Stored dataset items

════

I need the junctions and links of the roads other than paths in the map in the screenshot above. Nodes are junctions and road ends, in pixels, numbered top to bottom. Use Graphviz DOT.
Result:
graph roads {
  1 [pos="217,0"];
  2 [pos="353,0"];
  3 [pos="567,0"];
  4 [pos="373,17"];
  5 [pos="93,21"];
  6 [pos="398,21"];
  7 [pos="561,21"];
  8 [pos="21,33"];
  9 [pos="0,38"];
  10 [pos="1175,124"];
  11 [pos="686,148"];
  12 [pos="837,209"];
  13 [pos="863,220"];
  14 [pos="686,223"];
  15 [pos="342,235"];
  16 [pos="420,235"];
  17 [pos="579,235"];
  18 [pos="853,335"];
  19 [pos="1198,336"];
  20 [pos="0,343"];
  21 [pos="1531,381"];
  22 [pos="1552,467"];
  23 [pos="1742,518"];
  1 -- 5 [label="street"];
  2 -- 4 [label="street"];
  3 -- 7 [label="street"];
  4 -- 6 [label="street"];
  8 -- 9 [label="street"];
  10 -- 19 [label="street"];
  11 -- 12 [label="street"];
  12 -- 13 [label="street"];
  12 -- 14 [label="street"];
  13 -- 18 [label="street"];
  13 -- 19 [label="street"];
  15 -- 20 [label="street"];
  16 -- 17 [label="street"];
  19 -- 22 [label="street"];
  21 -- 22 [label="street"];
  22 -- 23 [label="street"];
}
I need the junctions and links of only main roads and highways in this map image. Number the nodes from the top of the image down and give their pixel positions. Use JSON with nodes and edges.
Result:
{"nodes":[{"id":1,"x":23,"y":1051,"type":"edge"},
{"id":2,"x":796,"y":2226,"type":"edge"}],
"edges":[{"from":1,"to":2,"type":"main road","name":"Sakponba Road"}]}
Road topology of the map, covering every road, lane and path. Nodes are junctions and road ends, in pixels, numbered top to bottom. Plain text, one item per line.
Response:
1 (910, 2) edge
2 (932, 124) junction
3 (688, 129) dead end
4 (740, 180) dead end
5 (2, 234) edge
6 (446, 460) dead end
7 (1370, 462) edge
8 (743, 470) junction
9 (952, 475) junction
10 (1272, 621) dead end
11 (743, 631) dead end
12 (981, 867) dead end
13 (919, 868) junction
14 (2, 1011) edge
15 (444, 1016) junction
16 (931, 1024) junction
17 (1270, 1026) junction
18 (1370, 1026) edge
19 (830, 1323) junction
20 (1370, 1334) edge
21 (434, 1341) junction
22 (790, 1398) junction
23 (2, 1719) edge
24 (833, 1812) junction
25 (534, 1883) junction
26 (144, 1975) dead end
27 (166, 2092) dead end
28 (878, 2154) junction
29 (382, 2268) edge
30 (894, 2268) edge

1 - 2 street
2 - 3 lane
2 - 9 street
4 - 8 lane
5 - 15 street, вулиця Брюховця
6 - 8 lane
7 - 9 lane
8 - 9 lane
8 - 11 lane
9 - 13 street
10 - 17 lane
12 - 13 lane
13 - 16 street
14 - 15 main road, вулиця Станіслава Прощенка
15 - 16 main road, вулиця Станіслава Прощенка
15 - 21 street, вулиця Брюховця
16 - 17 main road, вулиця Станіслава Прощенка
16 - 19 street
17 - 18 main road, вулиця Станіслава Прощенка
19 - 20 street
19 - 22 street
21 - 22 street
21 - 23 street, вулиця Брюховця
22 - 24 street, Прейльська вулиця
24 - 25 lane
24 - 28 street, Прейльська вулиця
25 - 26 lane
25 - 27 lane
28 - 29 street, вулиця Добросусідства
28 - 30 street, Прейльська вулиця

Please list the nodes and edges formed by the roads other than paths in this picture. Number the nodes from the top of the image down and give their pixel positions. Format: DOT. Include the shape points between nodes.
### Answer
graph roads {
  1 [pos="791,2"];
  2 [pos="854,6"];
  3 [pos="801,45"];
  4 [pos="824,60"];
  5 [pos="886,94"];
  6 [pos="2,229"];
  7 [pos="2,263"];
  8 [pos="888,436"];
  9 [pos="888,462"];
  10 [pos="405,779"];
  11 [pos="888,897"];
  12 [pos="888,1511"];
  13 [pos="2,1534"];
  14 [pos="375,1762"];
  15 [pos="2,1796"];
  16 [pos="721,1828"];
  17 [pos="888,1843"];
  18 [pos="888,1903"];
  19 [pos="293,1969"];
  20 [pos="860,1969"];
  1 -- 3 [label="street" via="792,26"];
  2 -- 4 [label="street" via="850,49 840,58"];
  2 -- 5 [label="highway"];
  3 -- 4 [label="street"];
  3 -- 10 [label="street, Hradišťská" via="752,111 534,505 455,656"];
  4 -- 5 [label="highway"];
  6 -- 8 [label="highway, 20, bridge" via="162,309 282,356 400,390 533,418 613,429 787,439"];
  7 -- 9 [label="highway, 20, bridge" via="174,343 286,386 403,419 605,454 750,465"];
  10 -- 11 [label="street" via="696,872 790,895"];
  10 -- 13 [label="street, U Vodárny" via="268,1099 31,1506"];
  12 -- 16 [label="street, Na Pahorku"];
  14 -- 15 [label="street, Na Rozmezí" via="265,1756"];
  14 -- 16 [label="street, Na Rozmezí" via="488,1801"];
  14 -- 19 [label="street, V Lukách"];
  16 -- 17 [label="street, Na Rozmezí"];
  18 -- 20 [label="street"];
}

════

• **Goal of the exercise**
Among the records above, repeat exactly the line with "I need the junctions and links of only", the line with "Road topology of", and every line in between, and only those.

• **Answer below**
I need the junctions and links of only main roads and highways in this map image. Number the nodes from the top of the image down and give their pixel positions. Use JSON with nodes and edges.
Result:
{"nodes":[{"id":1,"x":23,"y":1051,"type":"edge"},
{"id":2,"x":796,"y":2226,"type":"edge"}],
"edges":[{"from":1,"to":2,"type":"main road","name":"Sakponba Road"}]}
Road topology of the map, covering every road, lane and path. Nodes are junctions and road ends, in pixels, numbered top to bottom. Plain text, one item per line.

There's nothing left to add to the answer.